◆ **Problem description**
Take from the records below each line that holds "Terrace".
+++ Dataset +++
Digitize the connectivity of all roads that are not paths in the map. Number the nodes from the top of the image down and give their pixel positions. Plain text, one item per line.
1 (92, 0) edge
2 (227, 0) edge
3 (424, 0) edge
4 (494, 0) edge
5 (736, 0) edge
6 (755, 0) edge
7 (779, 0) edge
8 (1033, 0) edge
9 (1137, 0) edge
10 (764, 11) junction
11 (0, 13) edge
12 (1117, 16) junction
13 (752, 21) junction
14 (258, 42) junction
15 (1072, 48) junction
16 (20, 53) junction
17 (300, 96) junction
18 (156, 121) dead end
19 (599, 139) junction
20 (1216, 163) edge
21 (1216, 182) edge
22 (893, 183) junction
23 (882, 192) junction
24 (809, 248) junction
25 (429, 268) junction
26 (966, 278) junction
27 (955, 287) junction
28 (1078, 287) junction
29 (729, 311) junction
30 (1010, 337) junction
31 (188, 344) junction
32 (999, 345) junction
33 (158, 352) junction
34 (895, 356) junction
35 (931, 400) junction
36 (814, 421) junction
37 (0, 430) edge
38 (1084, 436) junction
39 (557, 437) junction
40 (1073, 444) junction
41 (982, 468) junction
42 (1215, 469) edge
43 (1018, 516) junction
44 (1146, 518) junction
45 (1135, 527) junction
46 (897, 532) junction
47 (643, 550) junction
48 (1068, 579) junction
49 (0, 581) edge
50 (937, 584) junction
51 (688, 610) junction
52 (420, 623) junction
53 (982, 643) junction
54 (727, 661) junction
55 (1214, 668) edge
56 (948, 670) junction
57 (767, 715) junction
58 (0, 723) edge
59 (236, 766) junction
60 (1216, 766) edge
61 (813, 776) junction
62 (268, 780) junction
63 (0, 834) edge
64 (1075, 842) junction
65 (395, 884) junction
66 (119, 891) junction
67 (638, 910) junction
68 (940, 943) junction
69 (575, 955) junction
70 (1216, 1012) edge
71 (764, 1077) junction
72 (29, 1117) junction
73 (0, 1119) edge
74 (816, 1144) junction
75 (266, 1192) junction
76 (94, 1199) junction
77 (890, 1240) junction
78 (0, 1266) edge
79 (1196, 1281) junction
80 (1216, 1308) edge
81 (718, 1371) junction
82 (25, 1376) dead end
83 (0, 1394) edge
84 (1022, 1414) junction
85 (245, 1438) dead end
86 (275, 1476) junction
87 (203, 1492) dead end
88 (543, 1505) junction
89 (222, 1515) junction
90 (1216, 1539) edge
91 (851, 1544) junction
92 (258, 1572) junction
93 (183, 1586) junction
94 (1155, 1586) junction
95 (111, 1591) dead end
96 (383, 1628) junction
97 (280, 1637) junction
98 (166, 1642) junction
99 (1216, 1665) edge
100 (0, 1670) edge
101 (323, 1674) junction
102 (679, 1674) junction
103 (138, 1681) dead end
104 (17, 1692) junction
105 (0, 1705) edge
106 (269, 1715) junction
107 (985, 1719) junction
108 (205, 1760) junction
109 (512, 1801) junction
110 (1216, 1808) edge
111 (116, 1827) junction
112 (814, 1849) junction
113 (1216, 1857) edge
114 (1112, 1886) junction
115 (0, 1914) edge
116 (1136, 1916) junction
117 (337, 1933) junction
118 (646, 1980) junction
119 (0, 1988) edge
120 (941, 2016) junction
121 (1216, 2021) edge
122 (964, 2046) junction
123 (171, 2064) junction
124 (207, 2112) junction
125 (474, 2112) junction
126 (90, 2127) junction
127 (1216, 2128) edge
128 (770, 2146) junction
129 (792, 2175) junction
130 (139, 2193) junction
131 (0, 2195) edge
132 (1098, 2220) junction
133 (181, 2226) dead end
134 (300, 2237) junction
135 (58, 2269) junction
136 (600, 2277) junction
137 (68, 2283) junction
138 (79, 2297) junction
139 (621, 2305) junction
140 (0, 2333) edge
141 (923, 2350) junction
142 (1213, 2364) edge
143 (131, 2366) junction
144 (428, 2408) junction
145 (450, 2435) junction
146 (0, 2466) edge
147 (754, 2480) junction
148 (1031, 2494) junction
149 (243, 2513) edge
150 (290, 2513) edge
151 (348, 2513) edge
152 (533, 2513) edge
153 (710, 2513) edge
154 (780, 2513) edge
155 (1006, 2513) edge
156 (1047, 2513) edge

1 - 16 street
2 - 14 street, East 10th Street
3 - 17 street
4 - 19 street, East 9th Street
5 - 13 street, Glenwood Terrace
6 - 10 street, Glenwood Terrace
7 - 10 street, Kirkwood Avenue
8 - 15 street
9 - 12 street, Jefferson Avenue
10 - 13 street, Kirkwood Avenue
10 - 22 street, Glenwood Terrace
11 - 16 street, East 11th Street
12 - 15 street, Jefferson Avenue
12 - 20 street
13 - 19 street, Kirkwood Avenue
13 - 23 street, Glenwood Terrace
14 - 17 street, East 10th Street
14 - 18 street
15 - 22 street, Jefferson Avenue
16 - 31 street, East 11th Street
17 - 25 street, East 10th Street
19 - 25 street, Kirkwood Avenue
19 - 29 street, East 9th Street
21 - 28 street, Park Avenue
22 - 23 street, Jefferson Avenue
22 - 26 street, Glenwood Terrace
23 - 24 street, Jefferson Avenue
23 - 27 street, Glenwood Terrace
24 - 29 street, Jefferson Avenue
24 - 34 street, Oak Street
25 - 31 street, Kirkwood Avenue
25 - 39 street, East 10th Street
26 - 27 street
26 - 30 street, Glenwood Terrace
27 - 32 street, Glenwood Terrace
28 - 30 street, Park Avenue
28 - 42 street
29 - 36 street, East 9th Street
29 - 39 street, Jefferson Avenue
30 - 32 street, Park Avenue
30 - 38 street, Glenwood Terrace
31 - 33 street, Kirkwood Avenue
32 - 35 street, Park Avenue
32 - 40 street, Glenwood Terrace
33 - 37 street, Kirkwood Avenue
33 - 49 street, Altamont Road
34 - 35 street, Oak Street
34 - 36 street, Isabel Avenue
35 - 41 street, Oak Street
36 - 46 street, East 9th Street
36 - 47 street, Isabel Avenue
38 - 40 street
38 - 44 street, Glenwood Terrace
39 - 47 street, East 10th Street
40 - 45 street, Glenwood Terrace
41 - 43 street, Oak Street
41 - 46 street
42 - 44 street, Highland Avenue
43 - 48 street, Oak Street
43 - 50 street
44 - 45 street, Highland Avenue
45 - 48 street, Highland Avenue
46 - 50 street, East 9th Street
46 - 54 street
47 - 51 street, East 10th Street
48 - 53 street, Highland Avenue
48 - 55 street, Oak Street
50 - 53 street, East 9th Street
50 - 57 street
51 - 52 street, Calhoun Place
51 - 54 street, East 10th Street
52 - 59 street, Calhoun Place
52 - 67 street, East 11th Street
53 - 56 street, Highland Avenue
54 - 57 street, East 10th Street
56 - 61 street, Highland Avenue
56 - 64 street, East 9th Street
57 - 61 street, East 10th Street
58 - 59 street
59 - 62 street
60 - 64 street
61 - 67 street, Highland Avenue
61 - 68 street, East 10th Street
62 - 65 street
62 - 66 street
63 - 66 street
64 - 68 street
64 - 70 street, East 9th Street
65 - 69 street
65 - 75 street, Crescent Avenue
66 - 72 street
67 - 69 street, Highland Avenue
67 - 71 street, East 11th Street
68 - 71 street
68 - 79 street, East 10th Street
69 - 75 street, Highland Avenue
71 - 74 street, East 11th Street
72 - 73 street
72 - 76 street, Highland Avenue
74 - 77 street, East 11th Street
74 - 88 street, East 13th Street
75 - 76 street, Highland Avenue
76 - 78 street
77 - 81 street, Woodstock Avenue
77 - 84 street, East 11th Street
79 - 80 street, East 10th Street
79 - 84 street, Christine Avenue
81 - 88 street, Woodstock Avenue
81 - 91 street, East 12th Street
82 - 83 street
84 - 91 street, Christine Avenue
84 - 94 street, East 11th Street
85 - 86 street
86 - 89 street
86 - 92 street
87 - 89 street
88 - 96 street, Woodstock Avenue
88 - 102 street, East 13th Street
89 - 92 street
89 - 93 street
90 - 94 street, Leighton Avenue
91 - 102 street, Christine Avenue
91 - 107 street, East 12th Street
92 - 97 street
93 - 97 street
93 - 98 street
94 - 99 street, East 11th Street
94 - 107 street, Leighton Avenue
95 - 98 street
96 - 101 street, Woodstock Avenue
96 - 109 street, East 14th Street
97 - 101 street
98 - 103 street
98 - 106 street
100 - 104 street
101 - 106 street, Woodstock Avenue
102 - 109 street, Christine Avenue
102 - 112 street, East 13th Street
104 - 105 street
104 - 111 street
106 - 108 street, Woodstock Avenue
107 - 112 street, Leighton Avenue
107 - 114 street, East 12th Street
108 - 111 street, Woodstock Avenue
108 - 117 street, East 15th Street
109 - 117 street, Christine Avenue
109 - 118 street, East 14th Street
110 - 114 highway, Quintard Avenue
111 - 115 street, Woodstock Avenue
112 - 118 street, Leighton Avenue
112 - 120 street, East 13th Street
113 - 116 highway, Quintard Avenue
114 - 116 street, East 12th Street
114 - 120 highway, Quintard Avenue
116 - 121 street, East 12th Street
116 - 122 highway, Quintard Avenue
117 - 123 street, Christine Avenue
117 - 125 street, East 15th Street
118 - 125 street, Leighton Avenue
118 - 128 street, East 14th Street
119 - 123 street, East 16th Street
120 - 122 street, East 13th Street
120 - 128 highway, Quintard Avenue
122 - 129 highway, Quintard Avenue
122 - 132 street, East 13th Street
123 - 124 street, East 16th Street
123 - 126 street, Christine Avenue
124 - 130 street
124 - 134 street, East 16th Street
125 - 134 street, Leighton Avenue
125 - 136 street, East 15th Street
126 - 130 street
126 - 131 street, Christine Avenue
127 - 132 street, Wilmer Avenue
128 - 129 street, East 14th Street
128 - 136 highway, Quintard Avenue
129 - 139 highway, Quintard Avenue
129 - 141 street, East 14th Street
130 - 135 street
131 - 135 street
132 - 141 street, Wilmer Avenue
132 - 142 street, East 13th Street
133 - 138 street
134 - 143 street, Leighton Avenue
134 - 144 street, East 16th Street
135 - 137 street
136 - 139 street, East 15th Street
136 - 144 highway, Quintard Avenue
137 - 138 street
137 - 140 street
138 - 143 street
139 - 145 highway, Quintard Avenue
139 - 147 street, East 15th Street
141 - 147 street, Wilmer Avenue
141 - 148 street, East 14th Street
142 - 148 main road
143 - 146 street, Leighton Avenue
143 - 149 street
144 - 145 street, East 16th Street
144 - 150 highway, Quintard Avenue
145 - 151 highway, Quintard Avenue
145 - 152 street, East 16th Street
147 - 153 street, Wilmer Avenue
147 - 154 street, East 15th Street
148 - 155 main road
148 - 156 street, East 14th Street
+++
◆ **Completed task**
5 - 13 street, Glenwood Terrace
6 - 10 street, Glenwood Terrace
10 - 22 street, Glenwood Terrace
13 - 23 street, Glenwood Terrace
22 - 26 street, Glenwood Terrace
23 - 27 street, Glenwood Terrace
26 - 30 street, Glenwood Terrace
27 - 32 street, Glenwood Terrace
30 - 38 street, Glenwood Terrace
32 - 40 street, Glenwood Terrace
38 - 44 street, Glenwood Terrace
40 - 45 street, Glenwood Terrace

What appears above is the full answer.